つい要らないことを口に出してしまった。証言者が話すタイミングではなかった事もあり、一気に俺に視線が注がれる。ヤバ…やらかしたと思ったが、アデルは構わず続ける


「そのとおりだ。そこの悪魔もどき。重要な証人とか言われてフィリスから呼ばれたんだろ?なら好きに話せ、オメーが見た時フィリスは光の鎖以外に何か能力を使っていたように感じるか?」


お…もしかしてフォローしてくれた…?なら遠慮をする必要は無いか…。


「俺はフィリスの能力を全て知ってる訳じゃないから絶対とは言わないけど光の鎖以外にはあの時使っていなかったはず…。しかも俺が許してあげるように言った時、フィリスはその鎖すら解いていた。」


「ほぉ…なら確定だな。仮にフィリスが時間差で発動するようなミスタ家がよく使う趣味悪ィ能力を植え付けてやがったなら俺と会ったタイミングで気づかないはずがねぇ。」


とアデルが趣味が悪いという発言をしたタイミングで傍聴席に居たシルヴィアが明らかに不満げな顔をした気がするが…アデルは続ける。というよりアチコチにコイツは喧嘩売り過ぎだろ…とは思うが…持っていき方が非常に上手いとは思う。

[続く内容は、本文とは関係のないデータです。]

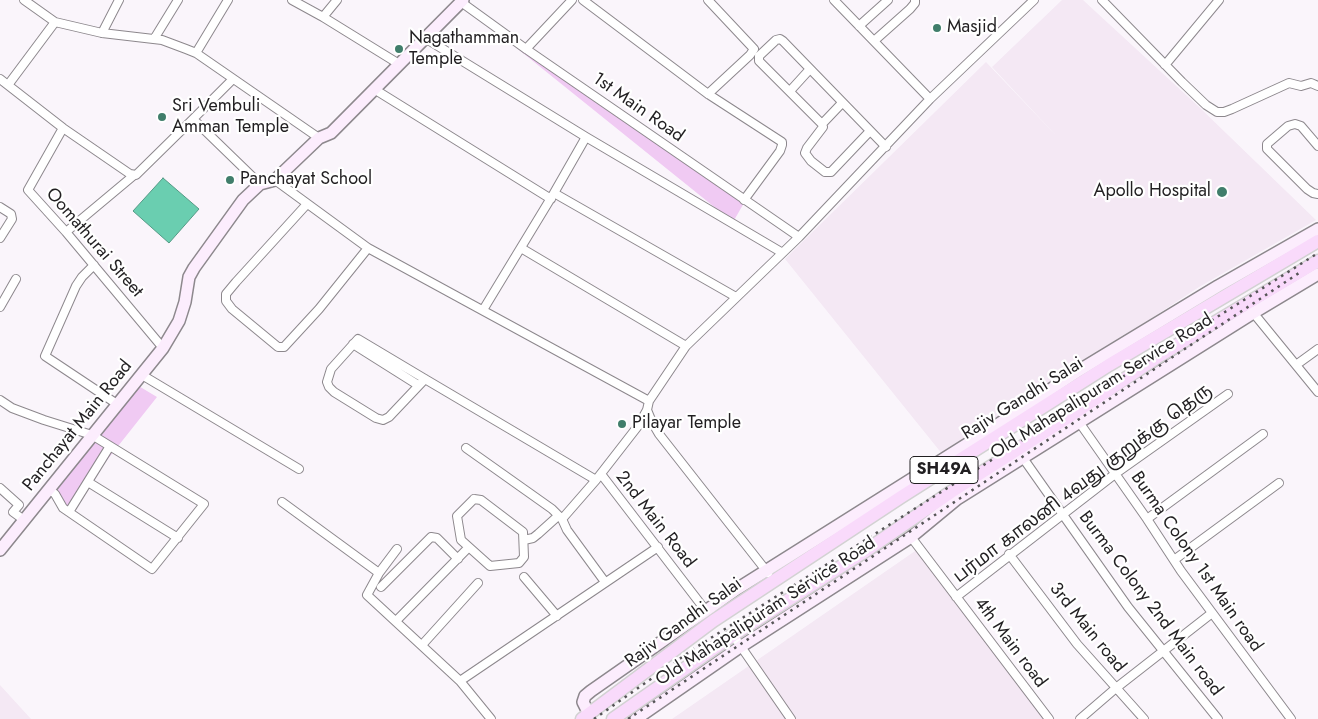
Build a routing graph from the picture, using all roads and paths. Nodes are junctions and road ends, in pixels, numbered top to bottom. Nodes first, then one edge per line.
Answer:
1 (24, 0) edge
2 (119, 0) edge
3 (178, 0) edge
4 (228, 0) edge
5 (292, 0) edge
6 (336, 0) edge
7 (572, 0) edge
8 (583, 0) edge
9 (708, 0) edge
10 (834, 0) edge
11 (888, 0) edge
12 (915, 0) edge
13 (1034, 0) edge
14 (1102, 0) edge
15 (1219, 0) edge
16 (462, 1) edge
17 (35, 3) edge
18 (323, 17) junction
19 (55, 22) junction
20 (859, 26) junction
21 (102, 33) junction
22 (426, 38) junction
23 (154, 39) junction
24 (874, 41) junction
25 (526, 48) junction
26 (196, 53) junction
27 (399, 64) junction
28 (1165, 65) junction
29 (810, 69) junction
30 (0, 78) edge
31 (233, 80) junction
32 (8, 85) junction
33 (1318, 86) edge
34 (374, 89) junction
35 (790, 92) junction
36 (708, 94) junction
37 (930, 99) junction
38 (842, 103) junction
39 (193, 119) junction
40 (822, 124) junction
41 (63, 128) junction
42 (870, 131) junction
43 (319, 138) junction
44 (586, 138) junction
45 (1318, 146) edge
46 (886, 147) junction
47 (135, 175) junction
48 (275, 180) junction
49 (260, 184) junction
50 (1318, 194) edge
51 (552, 196) junction
52 (744, 200) junction
53 (307, 204) junction
54 (0, 207) edge
55 (1318, 229) edge
56 (66, 232) junction
57 (799, 237) junction
58 (0, 238) edge
59 (1318, 241) edge
60 (368, 248) junction
61 (521, 248) junction
62 (781, 252) junction
63 (1318, 261) edge
64 (94, 265) junction
65 (1318, 274) edge
66 (16, 279) dead end
67 (736, 297) junction
68 (1207, 299) junction
69 (0, 307) edge
70 (1250, 308) junction
71 (483, 310) junction
72 (355, 342) junction
73 (686, 346) junction
74 (163, 348) junction
75 (1318, 349) edge
76 (1296, 366) junction
77 (142, 375) junction
78 (425, 378) junction
79 (418, 385) junction
80 (1318, 392) edge
81 (1228, 394) dead end
82 (0, 400) edge
83 (649, 401) junction
84 (117, 404) junction
85 (647, 410) junction
86 (1079, 422) junction
87 (1264, 434) dead end
88 (92, 435) junction
89 (992, 439) junction
90 (110, 446) junction
91 (466, 448) dead end
92 (1004, 458) junction
93 (1023, 458) junction
94 (299, 469) dead end
95 (1115, 474) junction
96 (599, 477) junction
97 (88, 482) junction
98 (1279, 484) dead end
99 (0, 488) edge
100 (49, 489) junction
101 (960, 492) junction
102 (282, 502) dead end
103 (69, 512) junction
104 (1064, 515) junction
105 (560, 517) junction
106 (1147, 519) junction
107 (24, 520) junction
108 (911, 537) junction
109 (178, 538) junction
110 (524, 540) junction
111 (658, 547) junction
112 (468, 548) junction
113 (397, 549) dead end
114 (0, 550) edge
115 (1009, 554) junction
116 (458, 558) junction
117 (1174, 560) junction
118 (766, 570) junction
119 (380, 573) junction
120 (524, 577) dead end
121 (774, 581) junction
122 (478, 582) dead end
123 (605, 582) junction
124 (381, 587) dead end
125 (956, 597) junction
126 (706, 611) junction
127 (1212, 613) junction
128 (557, 616) junction
129 (396, 621) junction
130 (733, 635) junction
131 (422, 645) junction
132 (740, 647) junction
133 (1164, 651) junction
134 (460, 681) junction
135 (1116, 688) junction
136 (586, 716) edge
137 (491, 719) edge
138 (613, 719) edge
139 (636, 719) edge
140 (791, 719) edge
141 (1049, 719) edge
142 (1080, 719) edge
143 (1144, 719) edge
144 (1218, 719) edge
145 (1291, 719) edge

1 - 17 street
2 - 21 street
3 - 23 street
4 - 26 street
5 - 18 street
6 - 18 street
7 - 25 street
8 - 36 street
9 - 36 street
10 - 20 street
11 - 20 street
12 - 24 street
13 - 37 street, 2nd Main Road
14 - 28 street
15 - 28 street
16 - 22 street
16 - 25 street, 1st Main Road
17 - 19 street
18 - 27 street
19 - 21 street
19 - 32 street
20 - 24 street
21 - 23 street
22 - 27 street
22 - 44 street
23 - 26 street
24 - 37 street
25 - 52 street, 1st Main Road
26 - 31 street
27 - 34 street
28 - 33 street
29 - 35 street
29 - 35 street
29 - 38 street
30 - 32 street
31 - 39 street
31 - 43 street
32 - 41 street
34 - 43 street
34 - 51 street
35 - 40 street
36 - 52 street
37 - 46 street, 2nd Main Road
38 - 40 street
38 - 42 street
39 - 47 street
39 - 49 street
40 - 42 street
41 - 47 street
41 - 56 street, Oomathurai Street
42 - 46 street
43 - 48 street
44 - 51 street
44 - 62 street
45 - 50 street
46 - 57 street, 2nd Main Road
47 - 56 street
48 - 49 street
48 - 53 street
49 - 74 street, Panchayat Main Road
51 - 61 street
51 - 67 street
52 - 57 street, 1st Main Road
53 - 60 street
53 - 60 street
54 - 58 street
55 - 68 street
56 - 64 street, Oomathurai Street
57 - 62 street, 2nd Main Road
59 - 68 main road, Rajiv Gandhi Salai / SH49A
60 - 71 street
61 - 71 street
61 - 73 street
62 - 67 street, 2nd Main Road
63 - 70 main road, Rajiv Gandhi Salai / SH49A
64 - 74 street, Oomathurai Street
64 - 84 street
65 - 70 street, Old Mahapalipuram Service Road
66 - 69 street
67 - 73 street, 2nd Main Road
68 - 89 main road, Rajiv Gandhi Salai / SH49A
68 - 118 street
70 - 76 street
70 - 86 street, Old Mahapalipuram Service Road
70 - 92 main road, Rajiv Gandhi Salai / SH49A
71 - 83 street
72 - 78 street
72 - 79 street
72 - 79 street
73 - 83 street, 2nd Main Road
74 - 77 street, Panchayat Main Road
75 - 76 street
76 - 80 street
77 - 84 street, Panchayat Main Road
77 - 94 street
78 - 79 street
78 - 96 street
81 - 95 street, பர்மா காலனி 4வது குறுக்கு தெரு
82 - 88 street
83 - 85 street, 2nd Main Road
84 - 88 street, Panchayat Main Road
85 - 96 street, 2nd Main Road
85 - 118 street
86 - 93 street, Old Mahapalipuram Service Road
86 - 95 street, Burma Colony 1st Main road
87 - 106 street
88 - 90 street
88 - 100 street, Panchayat Main Road
89 - 92 main road
89 - 121 main road, Rajiv Gandhi Salai / SH49A
90 - 97 street
90 - 109 street
91 - 105 street
92 - 101 main road, Rajiv Gandhi Salai / SH49A
93 - 101 street, Old Mahapalipuram Service Road
93 - 104 street, Burma Colony 2nd Main road
95 - 104 street, பர்மா காலனி 4வது குறுக்கு தெரு
95 - 106 street, Burma Colony 1st Main road
96 - 105 street
96 - 111 street, 2nd Main Road
97 - 103 street
97 - 109 street
98 - 117 street
99 - 107 street
100 - 103 street
100 - 107 street, Panchayat Main Road
101 - 108 street, Old Mahapalipuram Service Road
101 - 130 main road, Rajiv Gandhi Salai / SH49A
102 - 119 street
103 - 109 street
104 - 115 street, பர்மா காலனி 4வது குறுக்கு தெரு
104 - 133 street, Burma Colony 2nd Main road
105 - 110 street
105 - 123 street
106 - 117 street, Burma Colony 1st Main road
107 - 114 street, Panchayat Main Road
108 - 125 street, 4th Main road
108 - 132 street, Old Mahapalipuram Service Road
110 - 112 street
110 - 112 street
111 - 123 street
111 - 126 street, 2nd Main Road
112 - 116 street
113 - 119 street
115 - 125 street, பர்மா காலனி 4வது குறுக்கு தெரு
115 - 135 street, 3rd Main road
116 - 124 street
116 - 129 street
117 - 127 street, Burma Colony 1st Main road
118 - 121 street
118 - 126 street
119 - 129 street
120 - 128 street
121 - 136 main road, Rajiv Gandhi Salai / SH49A
122 - 131 street
123 - 128 street
125 - 141 street, 4th Main road
126 - 136 street
127 - 133 street
127 - 145 street, Burma Colony 1st Main road
128 - 134 street
129 - 131 street
130 - 132 street
130 - 138 main road, Rajiv Gandhi Salai / SH49A
131 - 134 street
132 - 139 street, Old Mahapalipuram Service Road
132 - 140 street
133 - 135 street
133 - 144 street, Burma Colony 2nd Main road
134 - 137 street
135 - 142 street
135 - 143 street, 3rd Main road

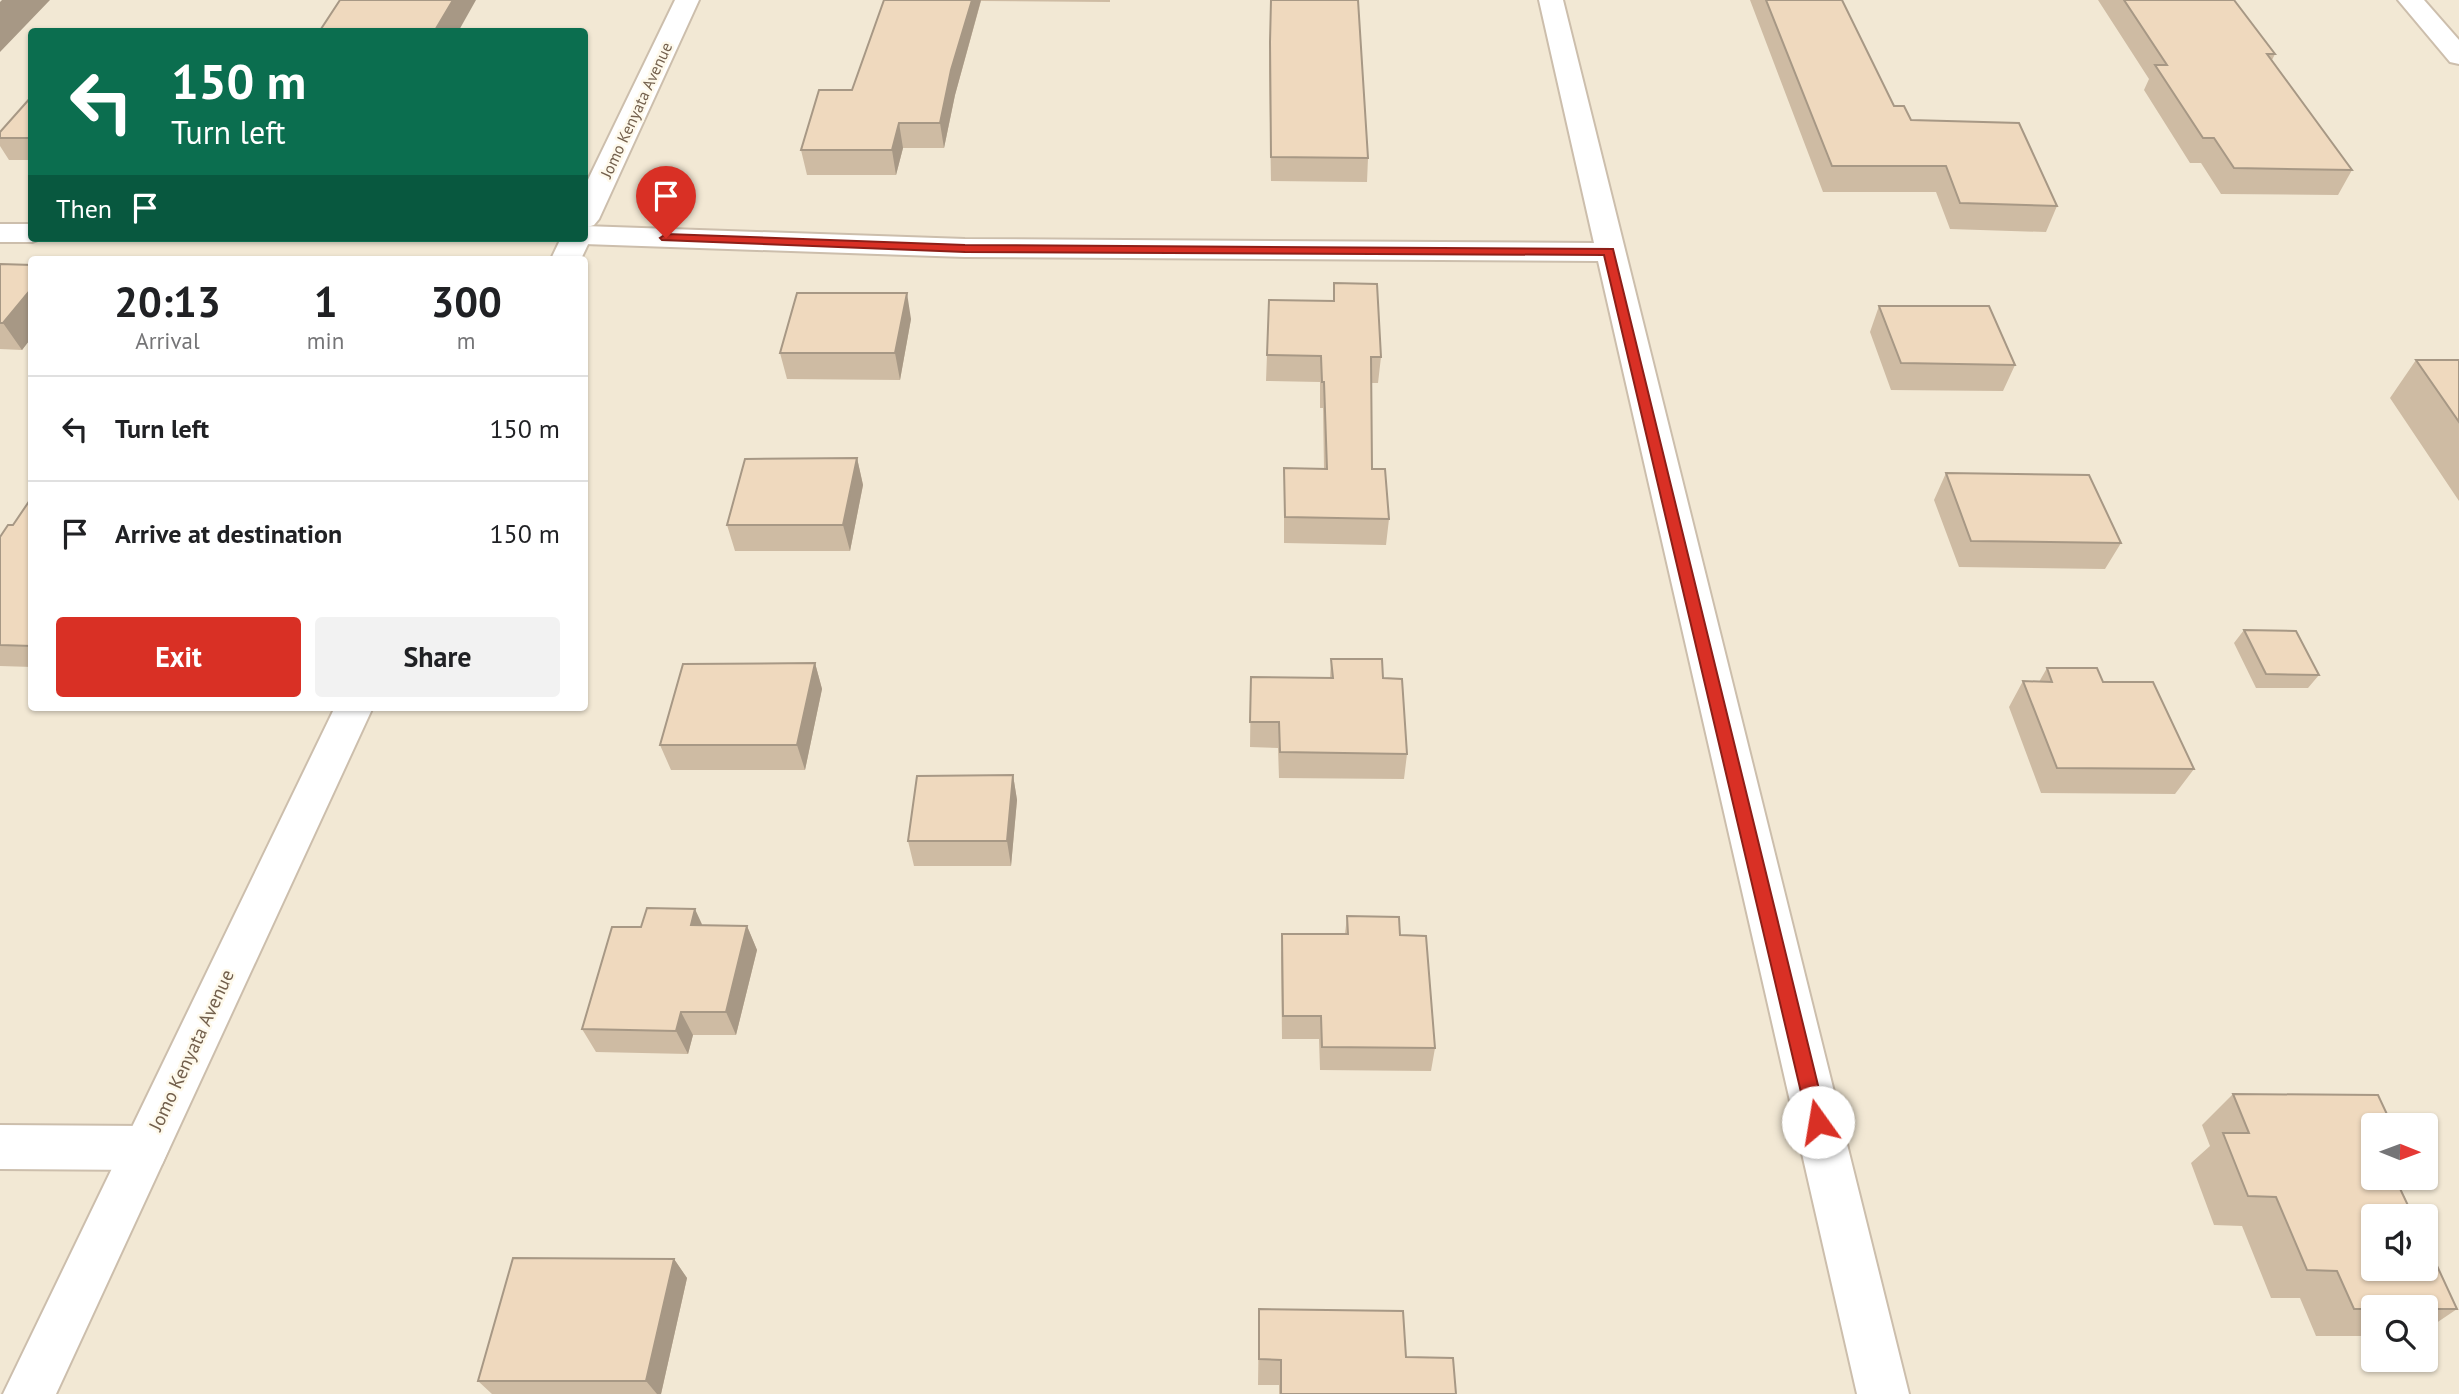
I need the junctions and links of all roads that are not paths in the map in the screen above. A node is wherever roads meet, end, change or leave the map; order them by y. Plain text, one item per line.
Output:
1 (687, 0) edge
2 (1551, 0) edge
3 (2410, 0) edge
4 (2459, 56) edge
5 (588, 210) edge
6 (0, 233) edge
7 (28, 233) edge
8 (588, 235) edge
9 (1609, 252) junction
10 (352, 711) edge
11 (0, 1147) edge
12 (145, 1148) junction
13 (29, 1394) edge
14 (1883, 1394) edge

1 - 5 street, Jomo Kenyata Avenue
2 - 9 street
3 - 4 street
6 - 7 street
8 - 9 street
9 - 14 street
10 - 12 street, Jomo Kenyata Avenue
11 - 12 street
12 - 13 street, Jomo Kenyata Avenue

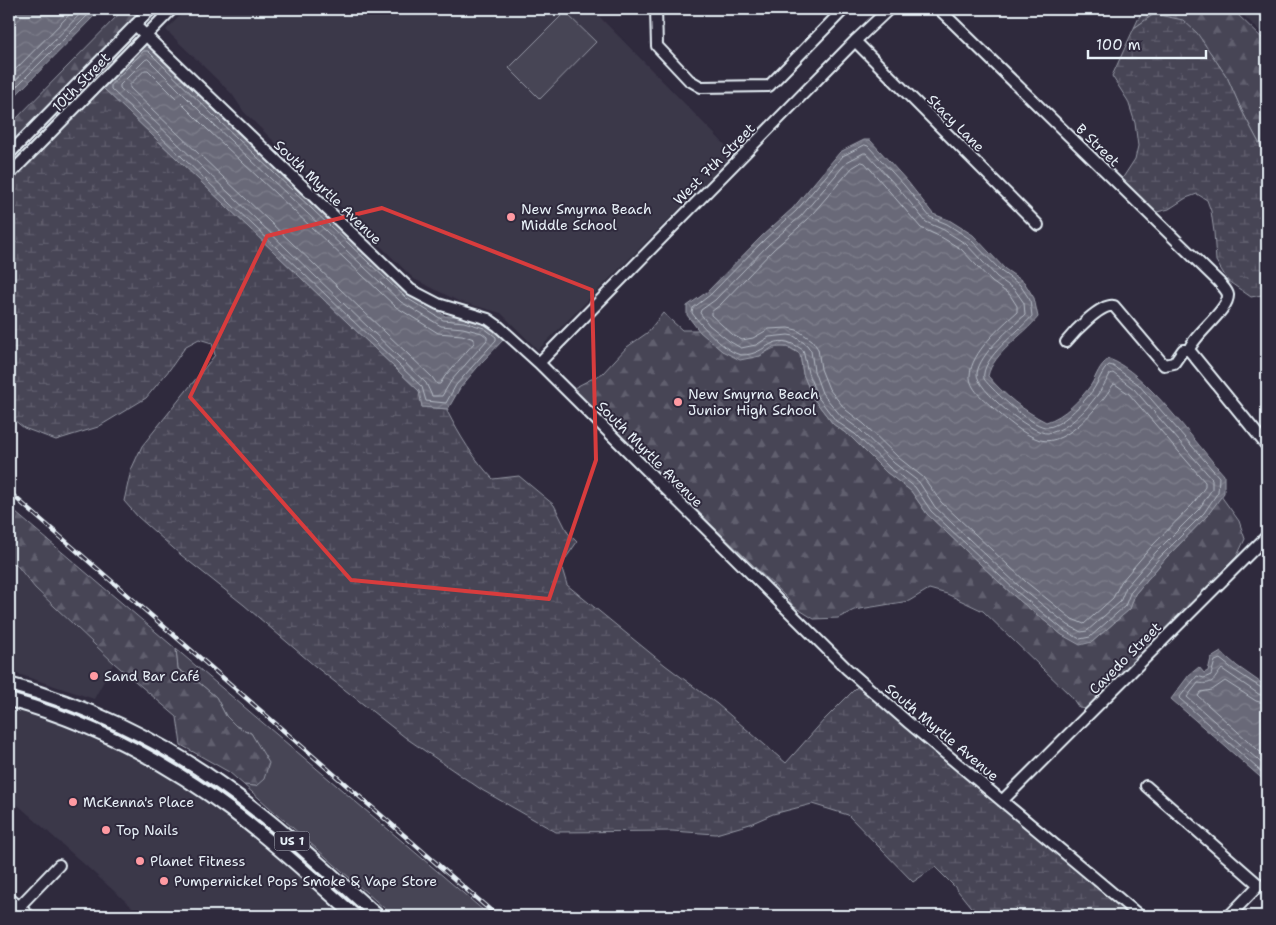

「つまりだ…アンタらは、俺と出会った後のバルディオルを半殺しにしたか幽閉したかは知らねーが、死んではねぇものの気配すら感じられねぇ状況にした後に、バルディオルの行動を監視させていた奴からフィリスとそこの悪魔もどきが居たことを聞いて、悪魔と協働して同族殺しの罪をでっちあげたって訳だ。何故それをしたかの本来の目的は分からねぇがな…」


ルクス家の当主の厳つい顔をした天使は、その発言を聞いて明らかにチッ…バレたなと苦虫を噛み潰したような表情をした。


俺は、このアデルの推察について純粋に上手いと思いながらも一つ疑問に思うことがあった。先程からミスタ家やヴァイス家もだが…到底敵対してる勢力であるとは思えない程友好的というか…いや友好的というより、お互いにそれなりに実力を認めてるからこそのリスペクトみたいなのが最低限はあるのかもしれない…


何にしろフィリスの無罪はもう9割以上確定だろう。─────後は最終的に自分が手に入れたアレをいつ出してやるか…だな。